Pathophysiology[edit]
Nodular sclerosing Hodgkin lymphoma is distinguished by its unique histological features. The lymph nodes affected by NSHL typically show a nodular pattern due to bands of fibrosis that divide the lymphoid tissue into nodules. The presence of Reed-Sternberg cells, which are large, abnormal, multinucleated cells, is a hallmark of the disease. These cells are often surrounded by a mixed inflammatory infiltrate, including eosinophils, plasma cells, and histiocytes.

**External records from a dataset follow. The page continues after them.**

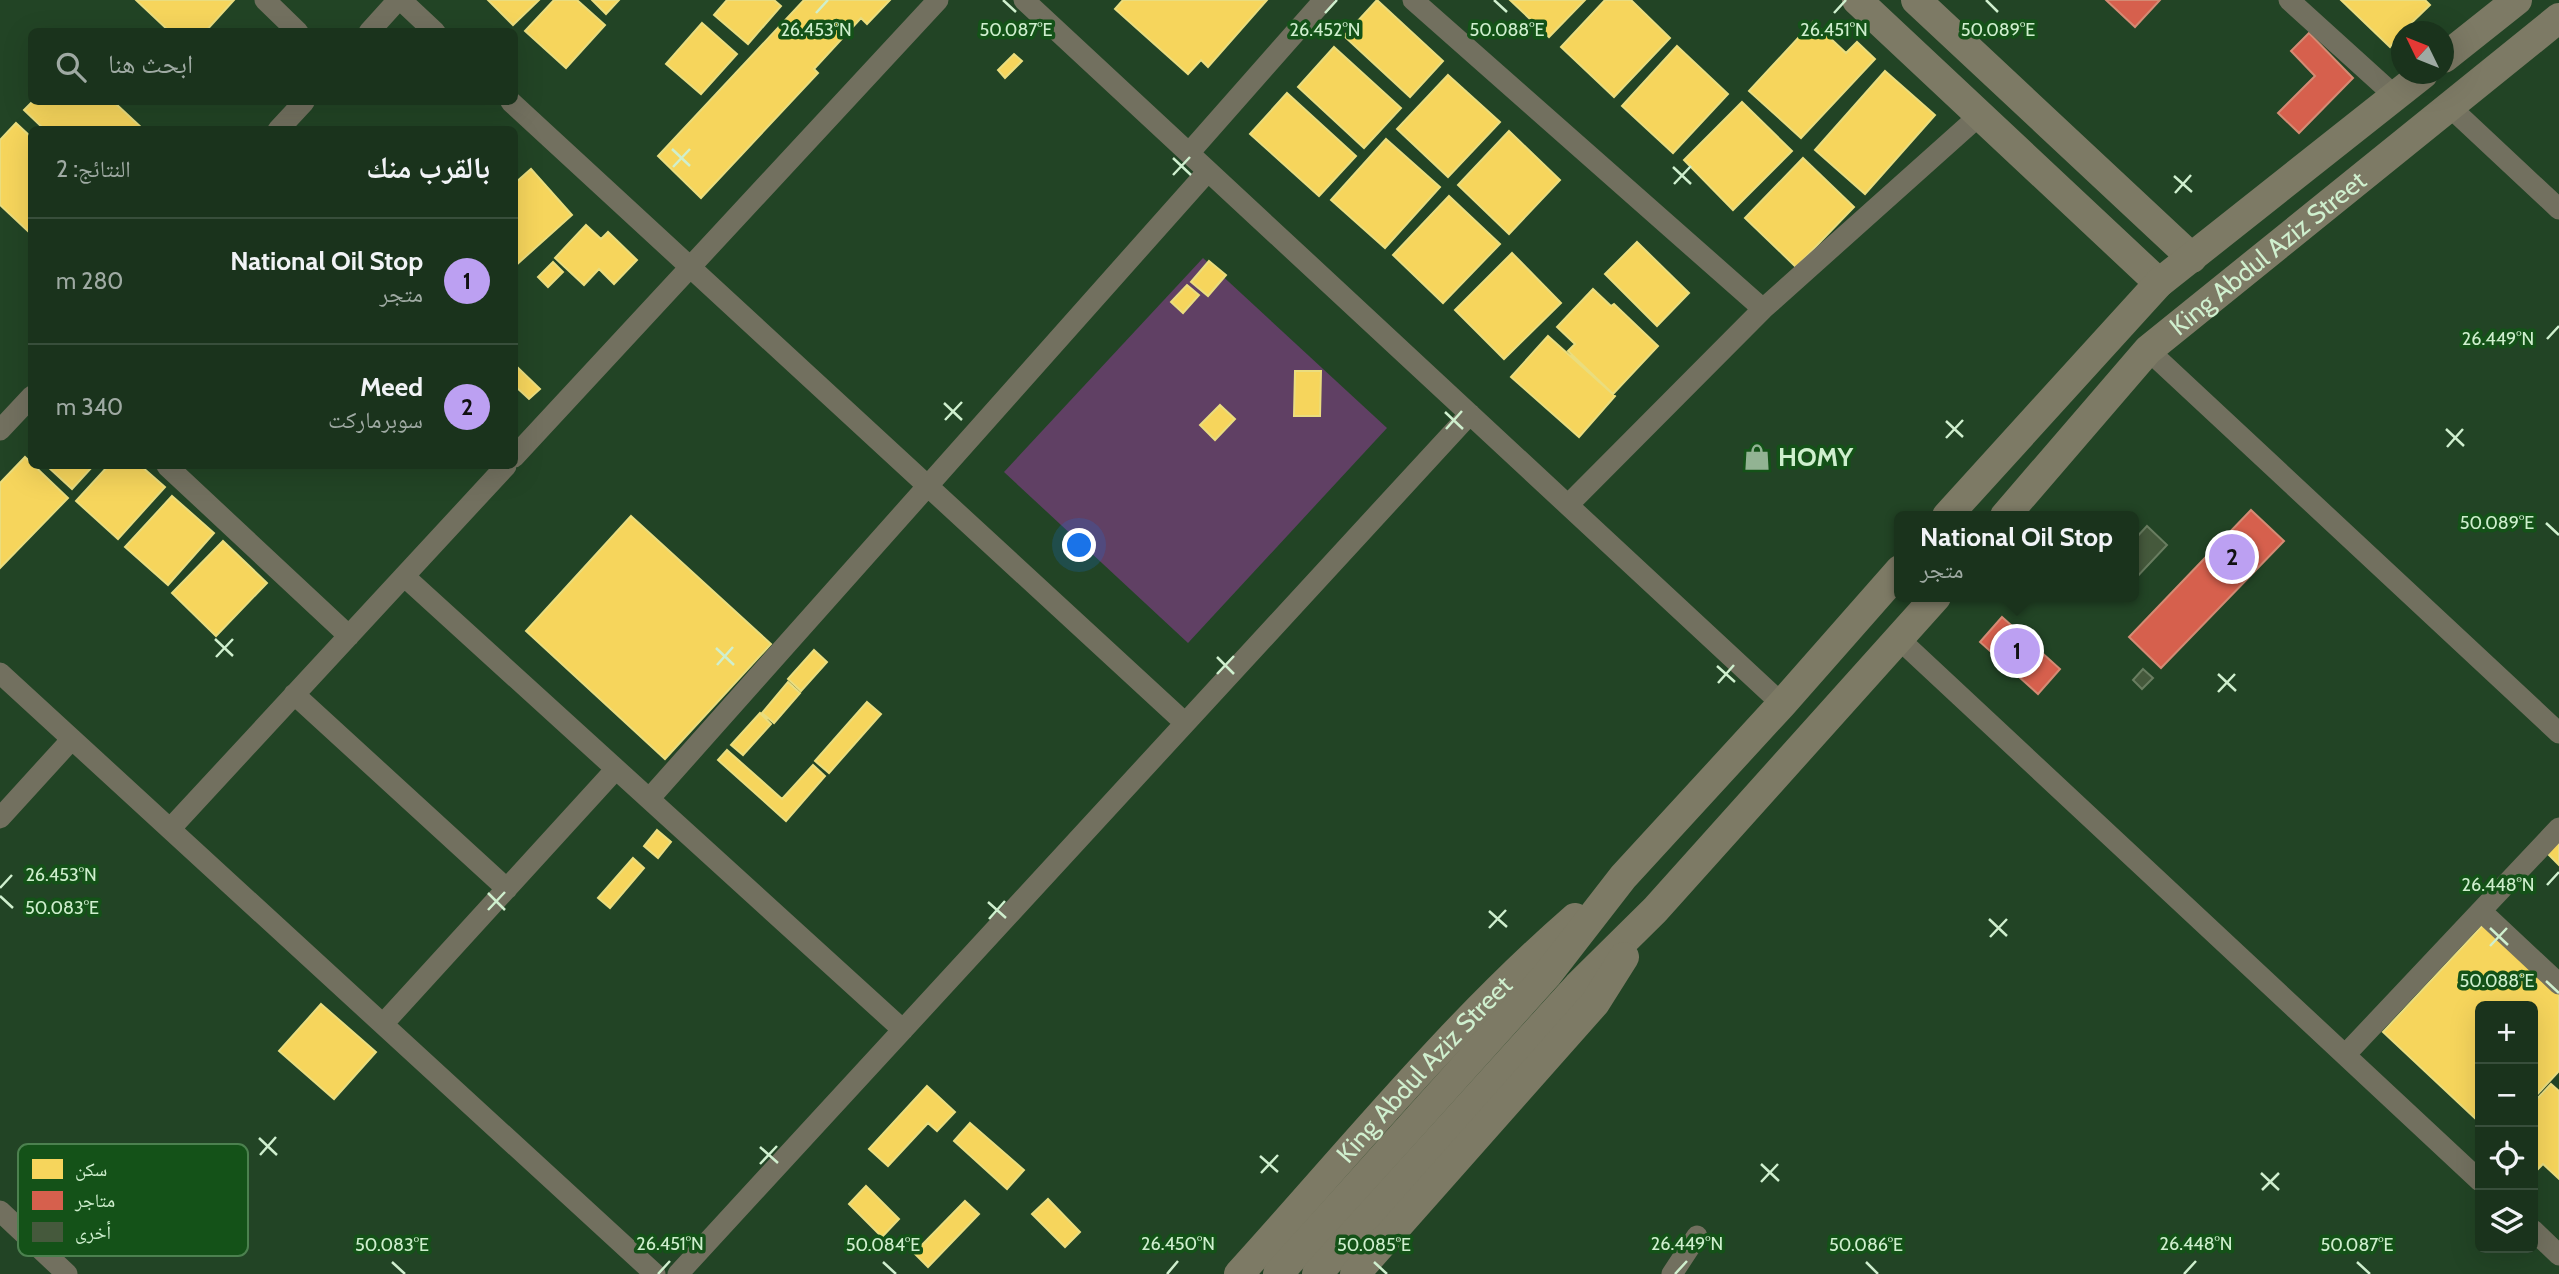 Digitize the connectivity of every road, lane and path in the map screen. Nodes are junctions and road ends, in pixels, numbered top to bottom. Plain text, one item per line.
1 (265, 0) edge
2 (400, 0) edge
3 (938, 0) edge
4 (1024, 0) edge
5 (1324, 0) edge
6 (1413, 0) edge
7 (1857, 0) edge
8 (1916, 0) edge
9 (2289, 0) edge
10 (2517, 0) edge
11 (2559, 18) edge
12 (294, 28) edge
13 (373, 28) edge
14 (431, 28) edge
15 (2454, 50) edge
16 (2410, 84) edge
17 (2395, 96) junction
18 (301, 105) edge
19 (514, 105) edge
20 (2449, 107) junction
21 (1980, 115) junction
22 (282, 126) edge
23 (1189, 153) junction
24 (1208, 171) junction
25 (2559, 209) edge
26 (2192, 258) junction
27 (690, 267) junction
28 (2159, 283) junction
29 (1763, 309) junction
30 (2148, 350) junction
31 (28, 400) edge
32 (1470, 414) junction
33 (0, 430) edge
34 (518, 453) edge
35 (170, 469) edge
36 (503, 469) edge
37 (928, 486) junction
38 (1568, 505) junction
39 (1952, 511) edge
40 (2009, 511) edge
41 (404, 576) junction
42 (1894, 577) edge
43 (1932, 602) edge
44 (349, 636) junction
45 (1899, 639) junction
46 (0, 673) edge
47 (294, 694) junction
48 (1782, 704) junction
49 (1185, 723) junction
50 (2559, 733) edge
51 (72, 739) junction
52 (616, 769) junction
53 (649, 799) junction
54 (0, 818) edge
55 (2559, 828) edge
56 (170, 829) junction
57 (1623, 877) junction
58 (507, 889) junction
59 (1655, 910) junction
60 (2481, 911) junction
61 (2559, 984) edge
62 (383, 1024) junction
63 (903, 1030) junction
64 (2345, 1055) junction
65 (2475, 1176) edge
66 (0, 1211) edge
67 (18, 1228) edge
68 (2538, 1235) edge
69 (1697, 1236) dead end
70 (2559, 1255) edge
71 (48, 1256) edge
72 (67, 1274) edge
73 (655, 1274) edge
74 (678, 1274) edge
75 (1239, 1274) edge
76 (1278, 1274) edge
77 (1317, 1274) edge
78 (1355, 1274) edge
79 (1672, 1274) edge

1 - 12 street
2 - 13 street
2 - 14 street
3 - 27 street
4 - 23 street
5 - 23 street
6 - 29 street
7 - 21 street
8 - 26 street
9 - 17 street
10 - 15 street
11 - 20 street, King Abdul Aziz Street
16 - 17 street, King Abdul Aziz Street
17 - 26 street, King Abdul Aziz Street
18 - 22 street
19 - 27 street
20 - 25 street
20 - 30 street, King Abdul Aziz Street
21 - 28 street
21 - 29 street
23 - 24 street
24 - 32 street
24 - 37 street
26 - 28 street, King Abdul Aziz Street
27 - 34 street
27 - 37 street
28 - 39 street, King Abdul Aziz Street
29 - 38 street
30 - 40 street, King Abdul Aziz Street
30 - 50 street
31 - 33 street
32 - 38 street
32 - 49 street
35 - 44 street
36 - 41 street
37 - 49 street
37 - 53 street
38 - 48 street
41 - 44 street
41 - 52 street
42 - 48 street, King Abdul Aziz Street
43 - 45 street
44 - 47 street
45 - 59 street
45 - 64 street
46 - 51 street
47 - 56 street
47 - 58 street
48 - 57 street, King Abdul Aziz Street
49 - 63 street
51 - 54 street
51 - 56 street
52 - 53 street
52 - 58 street
53 - 63 street
55 - 60 street
56 - 62 street
57 - 75 street, King Abdul Aziz Street
57 - 76 street, King Abdul Aziz Street
58 - 62 street
59 - 77 street
59 - 78 street
60 - 61 street
60 - 64 street
62 - 73 street
63 - 74 street
64 - 65 street
66 - 67 street
68 - 70 street
69 - 79 street
71 - 72 street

Clinical Presentation[edit]
Patients with nodular sclerosing Hodgkin lymphoma often present with painless lymphadenopathy, most commonly in the cervical or mediastinal regions. The disease may also present with B symptoms, which include fever, night sweats, and weight loss. These symptoms are indicative of systemic involvement and are important for staging the disease.
Diagnosis[edit]
The diagnosis of NSHL is typically made through a combination of clinical evaluation, imaging studies, and histopathological examination of a lymph node biopsy. The biopsy will reveal the characteristic nodular sclerosis and the presence of Reed-Sternberg cells. Immunohistochemistry is often used to confirm the diagnosis, with Reed-Sternberg cells typically expressing CD15 and CD30 markers.
Treatment[edit]
The treatment of nodular sclerosing Hodgkin lymphoma usually involves a combination of chemotherapy and radiation therapy. The most common chemotherapy regimen used is ABVD, which includes doxorubicin, bleomycin, vinblastine, and dacarbazine. The choice of treatment depends on the stage of the disease, the presence of B symptoms, and the overall health of the patient.
Prognosis[edit]
The prognosis for patients with nodular sclerosing Hodgkin lymphoma is generally favorable, especially when diagnosed at an early stage. The overall survival rate is high, with many patients achieving long-term remission. However, the prognosis can vary based on factors such as the stage of the disease at diagnosis and the patient's response to treatment.
See also[edit]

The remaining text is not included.